Hari ini kita mendapati kenyataan bahwa pandemi COVID-19 masih terus berlangsung dan upaya pengembangan vaksin serta berbagai regimen pengobatan juga masih terus diakselerasi dengan semangat tinggi. Kita juga mendapati kenyataan bahwa pendekatan berbasis ekosistem dengan kesatuan visi-misi dalam mencari solusi menghadapi pandemi telah melahirkan sebuah genre baru kolaborasi dalam mensinergikan potensi, bahkan lintas institusi, lintas disiplin ilmu, dan juga lintas generasi. Mengacu pada materi Prof Sofia Mubarika dalam serial Webinar TFRIC-19, ini adalah momentum kebangkitan nasional kedua. Tentu momentum ini harus dijaga kelembamannya agar terus dapat bergulir dan menghasilkan solusi inovatif dalam menghadapi permasalahan bangsa menghadapi virus SARS-Cov-2.

 

Apa yang telah dan akan terjadi karena pandemic COVID-19? Dari aspek kesehatan kita masih melihat tingginya kebutuhan akan proses testing untuk membantu proses isolasi dan pencegahan transmisi. Di sisi lain terjadi peningkatan kebutuhan kapasitas layanan kesehatan. Tak dapat dipungkiri bahwa pandemi telah mengakibatkan proses layanan non-Covid juga mengalami kesulitan. Aktivitas pasien dan tenaga medis menjadi sangat terbatas. Padahal masalah kesehatan di Indonesia ini kompleks dan beragam. Untuk itu perlu dilakukan inventarisasi berbagai solusi terintegrasi yang dapat membantu mengoptimalkan kembali layanan kesehatan dasar yang amat dibutuhkan masyarakat. Untuk itu terbetiklah pemikiran bahwa ke depan TFRIC-19 Next Generation dapat berkontribusi dengan mendorong lahirnya inovasi teknologi antara lain:

 

  1. Unit layanan kesehatan remote area berbasis teknologi Telemedicine dengan konsep interoperabilitas dengan perangkat diagnostik seperti digital radiography DR/DDR/RSFD, USG, EKG, piranti laboratorium klinik dll. Peralatan ini menyediakan data yang dapat dianalisis oleh sistem pemandu diagnostik berbasis kecerdasan artifisial. Unit ini dapat bersifat lokal (statis), maupun mobile (dinamis). Unit ini juga dapat dilengkapi dengan pembaca surface plasmon resonance (SPR) atau juga metoda deteksi portable seperti GeNose UGM untuk skrining adanya penularan SARS-CoV-2. Pengembangan unit fasyankes dinamik untuk daerah terluar, terdepan, terpencil ini dapat mengacu pada pengalaman pengembangan unit mobile lab BSL-2 di Sub TF-5.

 

  1. Pengembangan sistem integrator data medis (kesehatan) nasional yang dapat dimulai dari pengembangan sistem analisis data kerentanan berbasis Knowledge Growing System (KGS) yang merupakan produk Sub TF-3. Piranti lunak analisis yang mendukung proses pengambilan keputusan (Decision Support System) dapat menjadi pintu masuk untuk mengintegrasikan data yang tersedia saat ini (existing), yang saat ini tersebar dan sebagian belum terstruktur. Penggunaan AI dalam perumusan kebijakan pengembangan fasyankes, logistik, sumber daya manusia, sampai strategi epidemiologi pada saat diterapkan (misal di Kemenkes, Kemenko PMK, dan KSP) akan "memaksa" restrukturisasi data mulai dari fasilitas kesehatan tingkat primer (FKTP) hingga satuan terkecil (puskesmas).

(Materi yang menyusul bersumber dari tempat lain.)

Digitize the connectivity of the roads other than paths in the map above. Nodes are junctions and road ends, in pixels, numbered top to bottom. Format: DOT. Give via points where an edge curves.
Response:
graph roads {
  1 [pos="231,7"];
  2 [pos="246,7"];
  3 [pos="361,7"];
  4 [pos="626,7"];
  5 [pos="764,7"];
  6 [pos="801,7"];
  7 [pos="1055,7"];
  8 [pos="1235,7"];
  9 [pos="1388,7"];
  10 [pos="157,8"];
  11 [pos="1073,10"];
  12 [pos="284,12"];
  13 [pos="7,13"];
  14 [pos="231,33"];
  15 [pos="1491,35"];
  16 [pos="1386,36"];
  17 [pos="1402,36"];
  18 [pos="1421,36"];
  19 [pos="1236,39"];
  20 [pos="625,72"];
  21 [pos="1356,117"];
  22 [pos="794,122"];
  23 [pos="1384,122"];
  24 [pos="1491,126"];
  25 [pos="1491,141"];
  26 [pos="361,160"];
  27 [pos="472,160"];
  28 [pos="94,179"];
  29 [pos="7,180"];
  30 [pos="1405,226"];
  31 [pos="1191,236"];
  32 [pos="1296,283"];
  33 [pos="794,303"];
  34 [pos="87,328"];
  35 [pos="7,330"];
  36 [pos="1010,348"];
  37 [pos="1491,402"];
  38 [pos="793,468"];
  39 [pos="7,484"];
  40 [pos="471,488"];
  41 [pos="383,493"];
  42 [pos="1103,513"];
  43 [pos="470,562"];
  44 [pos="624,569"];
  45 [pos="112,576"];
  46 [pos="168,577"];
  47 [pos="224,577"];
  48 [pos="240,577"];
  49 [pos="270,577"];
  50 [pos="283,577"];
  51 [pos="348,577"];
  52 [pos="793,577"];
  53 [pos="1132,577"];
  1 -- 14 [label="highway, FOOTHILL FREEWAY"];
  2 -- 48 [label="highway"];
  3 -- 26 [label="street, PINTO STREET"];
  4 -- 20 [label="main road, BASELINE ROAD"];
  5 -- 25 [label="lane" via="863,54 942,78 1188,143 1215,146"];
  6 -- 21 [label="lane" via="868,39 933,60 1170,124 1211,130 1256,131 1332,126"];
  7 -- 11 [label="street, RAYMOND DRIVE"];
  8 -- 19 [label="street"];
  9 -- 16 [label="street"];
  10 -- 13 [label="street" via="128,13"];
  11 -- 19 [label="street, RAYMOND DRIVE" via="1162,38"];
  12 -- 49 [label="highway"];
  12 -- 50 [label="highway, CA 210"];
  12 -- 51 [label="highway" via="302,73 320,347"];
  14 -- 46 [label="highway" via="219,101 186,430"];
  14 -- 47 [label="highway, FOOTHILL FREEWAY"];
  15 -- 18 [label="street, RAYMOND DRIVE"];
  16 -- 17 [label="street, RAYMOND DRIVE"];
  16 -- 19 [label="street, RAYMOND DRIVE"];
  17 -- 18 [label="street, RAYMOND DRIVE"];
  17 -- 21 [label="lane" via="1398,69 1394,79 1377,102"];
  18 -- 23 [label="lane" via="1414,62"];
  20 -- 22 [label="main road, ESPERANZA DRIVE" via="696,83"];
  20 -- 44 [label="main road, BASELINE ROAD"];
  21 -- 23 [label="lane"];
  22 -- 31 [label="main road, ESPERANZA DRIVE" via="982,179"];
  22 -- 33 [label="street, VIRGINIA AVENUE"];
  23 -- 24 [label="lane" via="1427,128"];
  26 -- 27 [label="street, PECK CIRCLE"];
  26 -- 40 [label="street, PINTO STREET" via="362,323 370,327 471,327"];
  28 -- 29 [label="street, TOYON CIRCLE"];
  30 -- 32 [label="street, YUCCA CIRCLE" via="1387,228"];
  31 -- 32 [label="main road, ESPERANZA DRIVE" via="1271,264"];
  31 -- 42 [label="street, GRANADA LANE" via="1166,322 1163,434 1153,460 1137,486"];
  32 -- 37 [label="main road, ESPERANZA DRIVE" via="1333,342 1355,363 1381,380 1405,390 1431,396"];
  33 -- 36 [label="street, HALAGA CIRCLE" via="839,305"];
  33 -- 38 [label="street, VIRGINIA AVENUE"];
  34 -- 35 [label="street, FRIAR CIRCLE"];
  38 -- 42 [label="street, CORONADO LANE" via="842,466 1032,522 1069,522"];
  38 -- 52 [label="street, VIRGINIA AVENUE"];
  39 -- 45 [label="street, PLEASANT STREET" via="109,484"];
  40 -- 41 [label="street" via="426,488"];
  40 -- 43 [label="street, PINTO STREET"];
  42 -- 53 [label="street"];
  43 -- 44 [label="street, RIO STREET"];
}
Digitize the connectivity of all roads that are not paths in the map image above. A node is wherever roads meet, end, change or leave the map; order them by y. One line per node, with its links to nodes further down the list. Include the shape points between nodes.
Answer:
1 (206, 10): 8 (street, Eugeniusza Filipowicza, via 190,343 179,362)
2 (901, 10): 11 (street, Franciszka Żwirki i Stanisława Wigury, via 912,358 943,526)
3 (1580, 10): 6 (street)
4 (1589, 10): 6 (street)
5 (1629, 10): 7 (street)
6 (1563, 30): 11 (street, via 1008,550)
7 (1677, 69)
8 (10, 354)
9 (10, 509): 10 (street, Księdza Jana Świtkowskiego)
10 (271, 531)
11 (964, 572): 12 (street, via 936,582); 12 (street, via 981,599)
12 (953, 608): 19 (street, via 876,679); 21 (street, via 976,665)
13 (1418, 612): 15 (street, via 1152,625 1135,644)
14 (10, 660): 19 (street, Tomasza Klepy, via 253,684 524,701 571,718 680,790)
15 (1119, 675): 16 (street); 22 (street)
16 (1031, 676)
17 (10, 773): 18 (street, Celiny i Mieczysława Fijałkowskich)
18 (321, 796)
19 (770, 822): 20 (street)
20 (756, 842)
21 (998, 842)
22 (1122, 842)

Secara paralel dapat dikembangkan model Electronic Medical Record (EMR) berbasis Block Chain sebagai model pengelolaan data medis secara terintegrasi. Penerapan yang dapat meningkatkan efektifitas administrasi, manajemen, dan mekanisme layanan kesehatan sampai aktuaria (sistem penjaminan kesehatan) dapat menjadi model dalam upaya pengintegrasian data medis nasional.

 

  1. Mengembangkan aplikasi berbasis AI dalam ranah Bioinformatika untuk merancang bahan baku obat, vaksin, pemanfaatan bahan alam, sampai precision medicine (miRNA-eksosom, dll). Pengembangan aplikasi nasional ini bermodal kapasitas dan inovasi terkini yang ada di Sub TF-1, 2, 3, dan 4 serta di Pusat Teknologi Bioindustri (PTB) dan Pusat Teknologi Farmasi dan Medika (PTFM), dan juga Pusat Teknologi Informasi dan Komunikasi (PTIK) BPPT.

 

  1. Pengembangan imunomodulator berbasis microbiome yang dibutuhkan sebagai salah satu aspek proteksi di masa pandemi, juga untuk mencegah terjadinya berbagai penyakit metabolik degeneratif. Hasilnya dapat diintegrasikan dengan produk inovasi generasi pertama seperti BiskuNeo dan Purula. Sementara potensi ini dapat ditingkatkan hasilnya dengan sinergi Nusantics, PTFM, dan PTB BPPT.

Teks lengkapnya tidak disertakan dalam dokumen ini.